Como vimos en el recuento normativo y jurisprudencial, no habrá lugar a recuperar las prestaciones pagadas a particulares de buena fe y las actuaciones de estos y de las autoridades públicas, deberán ceñirse a los postulados de la buena fe, la cual se presumirá en todas las gestiones que aquellos adelanten ante éstas; de suerte que la buena fe se presume en todos los actos de los particulares y de las autoridades, ello es base de las relaciones entre la administración y los ciudadanos. De acuerdo con lo anterior, tal y como lo ha señalado esta Corporación, el principio de la buena fe incorpora una presunción legal, que admite prueba en contrario por lo que le corresponde a quien alega una conducta contraria, probar el actuar de mala fe.

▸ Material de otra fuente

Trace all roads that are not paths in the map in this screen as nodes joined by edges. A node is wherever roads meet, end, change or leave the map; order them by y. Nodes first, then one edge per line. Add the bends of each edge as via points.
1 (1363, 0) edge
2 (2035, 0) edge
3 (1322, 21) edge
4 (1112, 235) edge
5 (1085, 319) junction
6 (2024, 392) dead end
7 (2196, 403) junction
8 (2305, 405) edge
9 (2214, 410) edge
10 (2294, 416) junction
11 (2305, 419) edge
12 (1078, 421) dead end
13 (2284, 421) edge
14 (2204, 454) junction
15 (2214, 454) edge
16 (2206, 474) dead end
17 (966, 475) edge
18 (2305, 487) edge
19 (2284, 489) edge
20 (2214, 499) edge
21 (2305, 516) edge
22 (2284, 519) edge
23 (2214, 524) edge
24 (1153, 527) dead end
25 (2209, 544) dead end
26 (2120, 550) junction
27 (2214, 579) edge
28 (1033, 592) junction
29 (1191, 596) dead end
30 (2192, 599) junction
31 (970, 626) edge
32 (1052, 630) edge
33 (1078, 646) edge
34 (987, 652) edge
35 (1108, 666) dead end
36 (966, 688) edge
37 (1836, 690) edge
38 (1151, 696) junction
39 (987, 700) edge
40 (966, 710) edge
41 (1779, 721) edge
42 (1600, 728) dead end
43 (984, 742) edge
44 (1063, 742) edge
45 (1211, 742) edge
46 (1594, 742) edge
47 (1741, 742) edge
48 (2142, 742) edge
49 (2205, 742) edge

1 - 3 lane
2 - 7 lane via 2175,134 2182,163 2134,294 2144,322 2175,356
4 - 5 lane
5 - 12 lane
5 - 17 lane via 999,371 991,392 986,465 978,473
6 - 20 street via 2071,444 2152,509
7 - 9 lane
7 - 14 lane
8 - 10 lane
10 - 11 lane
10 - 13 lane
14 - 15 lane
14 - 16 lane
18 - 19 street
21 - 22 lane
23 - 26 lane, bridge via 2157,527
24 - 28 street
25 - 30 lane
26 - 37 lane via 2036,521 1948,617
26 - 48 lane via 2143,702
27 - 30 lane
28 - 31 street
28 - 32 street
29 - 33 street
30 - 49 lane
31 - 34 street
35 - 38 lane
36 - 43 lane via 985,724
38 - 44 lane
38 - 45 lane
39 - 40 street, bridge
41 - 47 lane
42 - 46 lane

En ese sentido, cuando se trata del error de la administración al conceder una pretensión, la entidad no puede alegar a su favor su propia culpa para tratar de recuperar un dinero que fue recibido por una persona de buena fe, le corresponde a esta demostrar fehacientemente una actitud del beneficiario por fuera de estos postulados. De lo expuesto, se concluye que, para ordenar el reembolso de los montos percibidos por la señora Dora Taborda Pereañez, a título de restablecimiento del derecho como consecuencia de las órdenes contenidas en el acto demandado, Colpensiones debió acreditar la conducta fraudulenta o dolosa dirigida a defraudar a la administración, lo cual no ocurrió, por cuanto lo que se advierte es que el pago se realizó por disposición del fondo de pensiones, en cumplimiento de una orden de tutela, en el que entre otras cosas se dispuso el amparo temporal de los derechos fundamentales, supeditado a que la UGPP realizara el trámite correspondiente para reconocer la prestación pedida.

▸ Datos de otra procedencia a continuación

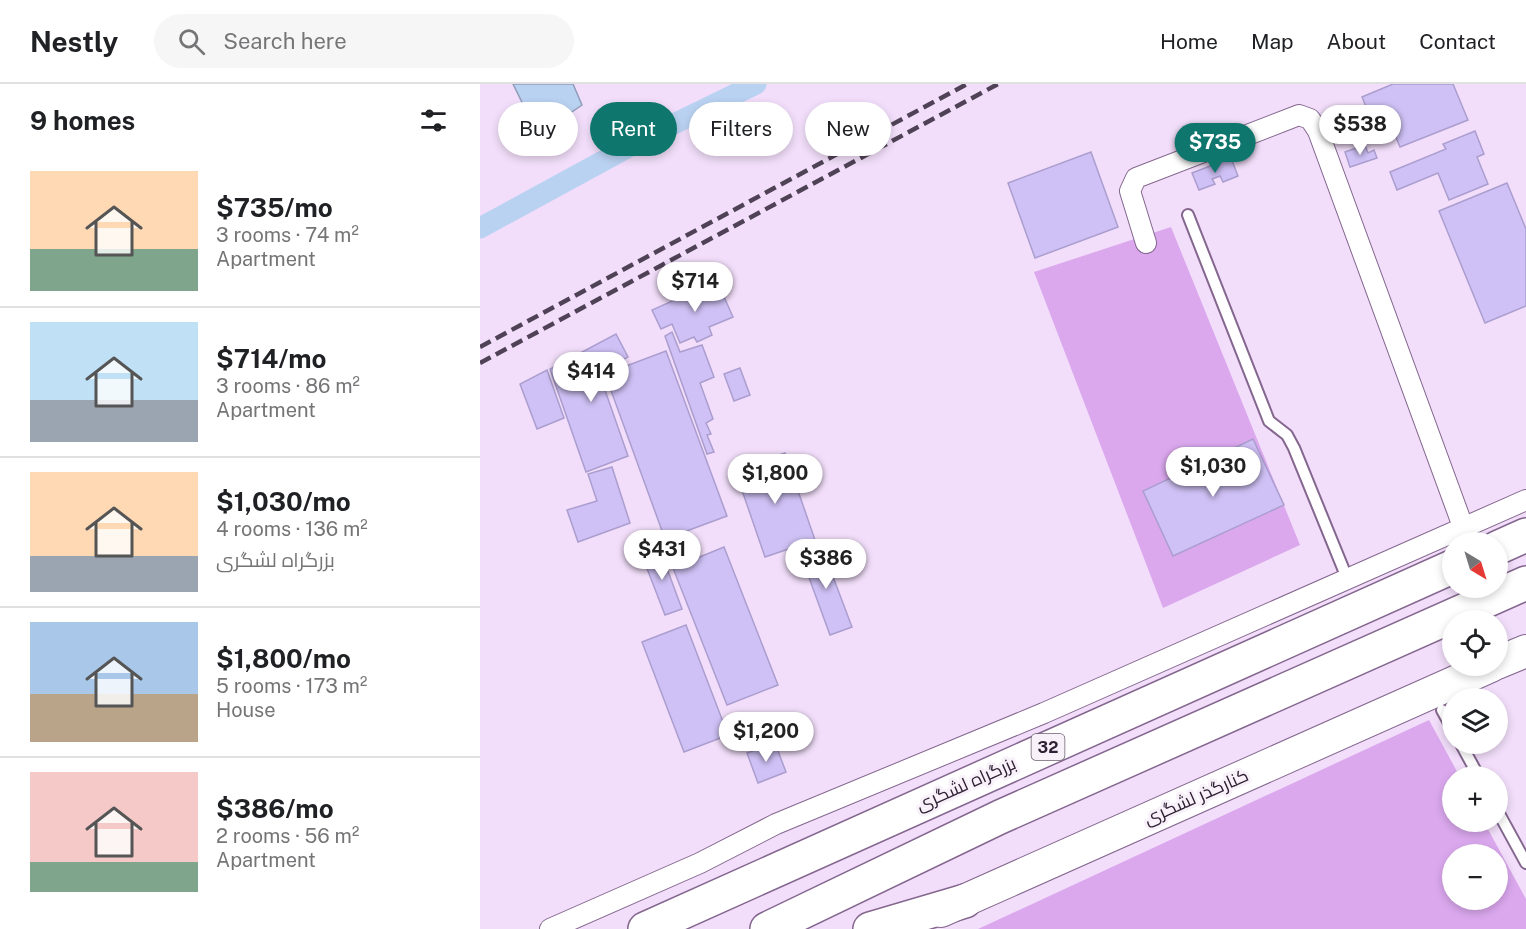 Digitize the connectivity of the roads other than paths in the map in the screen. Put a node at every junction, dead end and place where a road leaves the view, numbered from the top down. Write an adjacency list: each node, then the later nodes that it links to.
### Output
1 (1188, 215): 10 (lane)
2 (1146, 243): 4 (street)
3 (1526, 500): 5 (street)
4 (1465, 532)
5 (1471, 532)
6 (1526, 535): 7 (highway)
7 (1508, 543)
8 (1442, 544): 10 (street)
9 (1442, 571): 19 (highway, بزرگراه لشگری / 32)
10 (1347, 578): 18 (street)
11 (1526, 583): 20 (highway, 32)
12 (1526, 651): 13 (main road)
13 (1508, 658)
14 (1469, 676): 17 (main road, کنارگذر لشگری)
15 (1508, 830): 16 (lane)
16 (1526, 863)
17 (965, 901): 21 (highway); 22 (main road, کنارگذر لشگری)
18 (550, 929)
19 (645, 929)
20 (767, 929)
21 (870, 929)
22 (902, 929)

Por consiguiente, no puede ser atribuido un hecho reprochable a la beneficiaria sin prueba que así lo acredite, pues lo pretendido es obtener los medios para subsistir después de haber cesado su vida laboral. Así las cosas, como en el plenario no existen pruebas que evidencien la mala fe de la pensionada, resulta improcedente ordenar la devolución de las sumas pagadas a su favor por virtud del acto demandado, como lo concluyó el a quo.

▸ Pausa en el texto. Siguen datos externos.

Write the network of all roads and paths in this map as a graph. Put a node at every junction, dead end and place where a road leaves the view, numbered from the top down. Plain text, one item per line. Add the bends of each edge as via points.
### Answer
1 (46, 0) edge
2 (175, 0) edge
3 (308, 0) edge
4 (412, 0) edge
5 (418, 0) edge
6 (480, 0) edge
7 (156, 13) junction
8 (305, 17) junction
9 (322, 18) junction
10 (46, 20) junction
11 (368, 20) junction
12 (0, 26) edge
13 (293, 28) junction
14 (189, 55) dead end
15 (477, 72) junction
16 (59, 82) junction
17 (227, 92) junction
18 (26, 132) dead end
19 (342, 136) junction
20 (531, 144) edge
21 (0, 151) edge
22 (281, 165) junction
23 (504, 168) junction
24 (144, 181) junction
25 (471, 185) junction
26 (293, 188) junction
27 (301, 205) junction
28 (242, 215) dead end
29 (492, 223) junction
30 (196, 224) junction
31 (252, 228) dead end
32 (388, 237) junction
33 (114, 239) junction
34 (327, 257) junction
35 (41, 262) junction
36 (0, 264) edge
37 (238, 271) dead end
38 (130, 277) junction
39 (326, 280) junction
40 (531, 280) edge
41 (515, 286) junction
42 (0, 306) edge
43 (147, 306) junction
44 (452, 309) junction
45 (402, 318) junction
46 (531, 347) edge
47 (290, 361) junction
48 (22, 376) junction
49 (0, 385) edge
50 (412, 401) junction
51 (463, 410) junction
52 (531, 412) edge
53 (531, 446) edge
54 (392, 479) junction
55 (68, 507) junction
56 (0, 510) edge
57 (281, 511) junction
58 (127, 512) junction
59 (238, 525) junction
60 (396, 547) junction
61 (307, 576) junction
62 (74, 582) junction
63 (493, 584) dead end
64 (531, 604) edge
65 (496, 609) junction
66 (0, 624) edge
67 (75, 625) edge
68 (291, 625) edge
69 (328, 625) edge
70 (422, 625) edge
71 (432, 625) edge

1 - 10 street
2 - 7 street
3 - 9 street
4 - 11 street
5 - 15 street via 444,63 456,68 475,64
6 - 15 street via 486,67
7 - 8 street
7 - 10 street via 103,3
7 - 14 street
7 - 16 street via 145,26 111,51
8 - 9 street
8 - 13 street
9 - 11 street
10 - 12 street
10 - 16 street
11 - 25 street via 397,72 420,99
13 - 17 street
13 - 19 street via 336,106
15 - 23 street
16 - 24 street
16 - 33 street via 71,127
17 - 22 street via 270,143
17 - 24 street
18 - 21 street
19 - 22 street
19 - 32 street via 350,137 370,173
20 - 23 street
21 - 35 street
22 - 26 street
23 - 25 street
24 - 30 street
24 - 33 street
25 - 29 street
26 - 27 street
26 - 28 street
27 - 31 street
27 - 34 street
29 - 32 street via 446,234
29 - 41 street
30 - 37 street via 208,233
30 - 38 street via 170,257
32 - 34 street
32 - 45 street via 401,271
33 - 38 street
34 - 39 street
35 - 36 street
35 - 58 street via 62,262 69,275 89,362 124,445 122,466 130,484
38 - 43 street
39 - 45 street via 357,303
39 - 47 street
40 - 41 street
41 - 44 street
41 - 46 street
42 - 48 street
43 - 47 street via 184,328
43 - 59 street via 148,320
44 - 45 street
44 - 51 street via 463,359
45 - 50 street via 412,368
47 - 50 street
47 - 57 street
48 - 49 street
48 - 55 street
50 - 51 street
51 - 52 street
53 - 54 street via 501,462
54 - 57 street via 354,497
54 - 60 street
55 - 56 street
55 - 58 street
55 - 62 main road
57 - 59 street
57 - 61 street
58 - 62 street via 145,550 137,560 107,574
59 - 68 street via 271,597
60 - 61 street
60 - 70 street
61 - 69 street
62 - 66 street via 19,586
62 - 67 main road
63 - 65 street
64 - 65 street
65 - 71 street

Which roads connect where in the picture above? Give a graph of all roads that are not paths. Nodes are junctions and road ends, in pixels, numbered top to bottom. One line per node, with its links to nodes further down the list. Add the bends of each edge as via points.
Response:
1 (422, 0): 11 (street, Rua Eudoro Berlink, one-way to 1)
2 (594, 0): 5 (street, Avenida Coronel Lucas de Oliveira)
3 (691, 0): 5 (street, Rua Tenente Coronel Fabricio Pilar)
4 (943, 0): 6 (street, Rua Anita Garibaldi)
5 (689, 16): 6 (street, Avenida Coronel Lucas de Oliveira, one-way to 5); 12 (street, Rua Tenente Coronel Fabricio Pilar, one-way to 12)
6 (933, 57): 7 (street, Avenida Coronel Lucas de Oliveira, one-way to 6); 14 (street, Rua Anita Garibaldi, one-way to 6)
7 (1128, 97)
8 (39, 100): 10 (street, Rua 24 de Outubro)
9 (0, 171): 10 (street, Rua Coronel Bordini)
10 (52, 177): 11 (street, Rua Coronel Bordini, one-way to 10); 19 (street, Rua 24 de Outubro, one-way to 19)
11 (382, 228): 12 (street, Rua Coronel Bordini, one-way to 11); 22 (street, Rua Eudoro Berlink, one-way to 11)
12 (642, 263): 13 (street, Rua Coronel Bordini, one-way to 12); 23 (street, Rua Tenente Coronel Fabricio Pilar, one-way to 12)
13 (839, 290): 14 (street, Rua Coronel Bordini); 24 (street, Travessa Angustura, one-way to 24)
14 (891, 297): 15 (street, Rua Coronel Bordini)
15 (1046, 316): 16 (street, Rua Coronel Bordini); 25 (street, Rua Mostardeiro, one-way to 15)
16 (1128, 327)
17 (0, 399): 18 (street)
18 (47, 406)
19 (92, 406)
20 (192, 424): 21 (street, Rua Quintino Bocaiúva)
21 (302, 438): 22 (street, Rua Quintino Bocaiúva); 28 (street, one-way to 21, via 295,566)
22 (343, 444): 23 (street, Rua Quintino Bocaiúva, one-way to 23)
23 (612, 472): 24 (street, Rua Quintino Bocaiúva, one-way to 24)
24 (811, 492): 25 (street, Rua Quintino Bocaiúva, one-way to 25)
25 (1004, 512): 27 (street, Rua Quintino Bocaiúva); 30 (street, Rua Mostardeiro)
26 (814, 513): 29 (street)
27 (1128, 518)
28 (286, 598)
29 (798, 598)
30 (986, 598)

Por otro lado, en lo concerniente a la condena en costas, como se vio en el acápite normativo y jurisprudencial, no procede de manera automática, comoquiera que solo habrá lugar a condenar en costas cuando en el expediente aparezca que se causaron y en la medida de su comprobación. En ese orden, en el caso concreto, si bien es cierto que la parte demandada fue vencida, no es menos que, revisado su proceder a lo largo de la actuación, no se evidencia temeridad o mala fe, sino simplemente la defensa propia de sus intereses, por lo que no hay lugar a condenarla en costas.

III. DECISIÓN En atención a lo anterior, la Sala confirmará la sentencia del Tribunal Administrativo de Antioquia, que accedió parcialmente a las súplicas de la demanda. En mérito de lo expuesto el Consejo de Estado, Sala de lo Contencioso Administrativo, Sección Segunda, Subsección B, administrando justicia en nombre de la República y por autoridad de la ley, FALLA:

PRIMERO: CONFIRMAR la sentencia del 4 de julio de 2023, proferida por el Tribunal Administrativo Antioquia, que accedió parcialmente a las súplicas de la demanda, conforme a lo expuesto en la parte motiva de esta providencia.

SEGUNDO: Sin condena en costas en esta instancia.

TERCERO: Por Secretaría, DEVOLVER el expediente al Tribunal de origen. La anterior providencia fue discutida y aprobada por la Sala en sesión de la fecha.

NOTIFÍQUESE YCÚMPLASE. Firmado electrónicamente JORGE EDISON PORTOCARRERO BANGUERA Firmado electrónicamente JUAN ENRIQUE BEDOYA ESCOBAR Constancia: La presente providencia fue firmada electrónicamente en la plataforma del Consejo de Estado denominada Samai. En consecuencia, se garantiza su autenticidad. Integridad, conservación y posterior consulta, de conformidad con el artículo 186 del CPACA.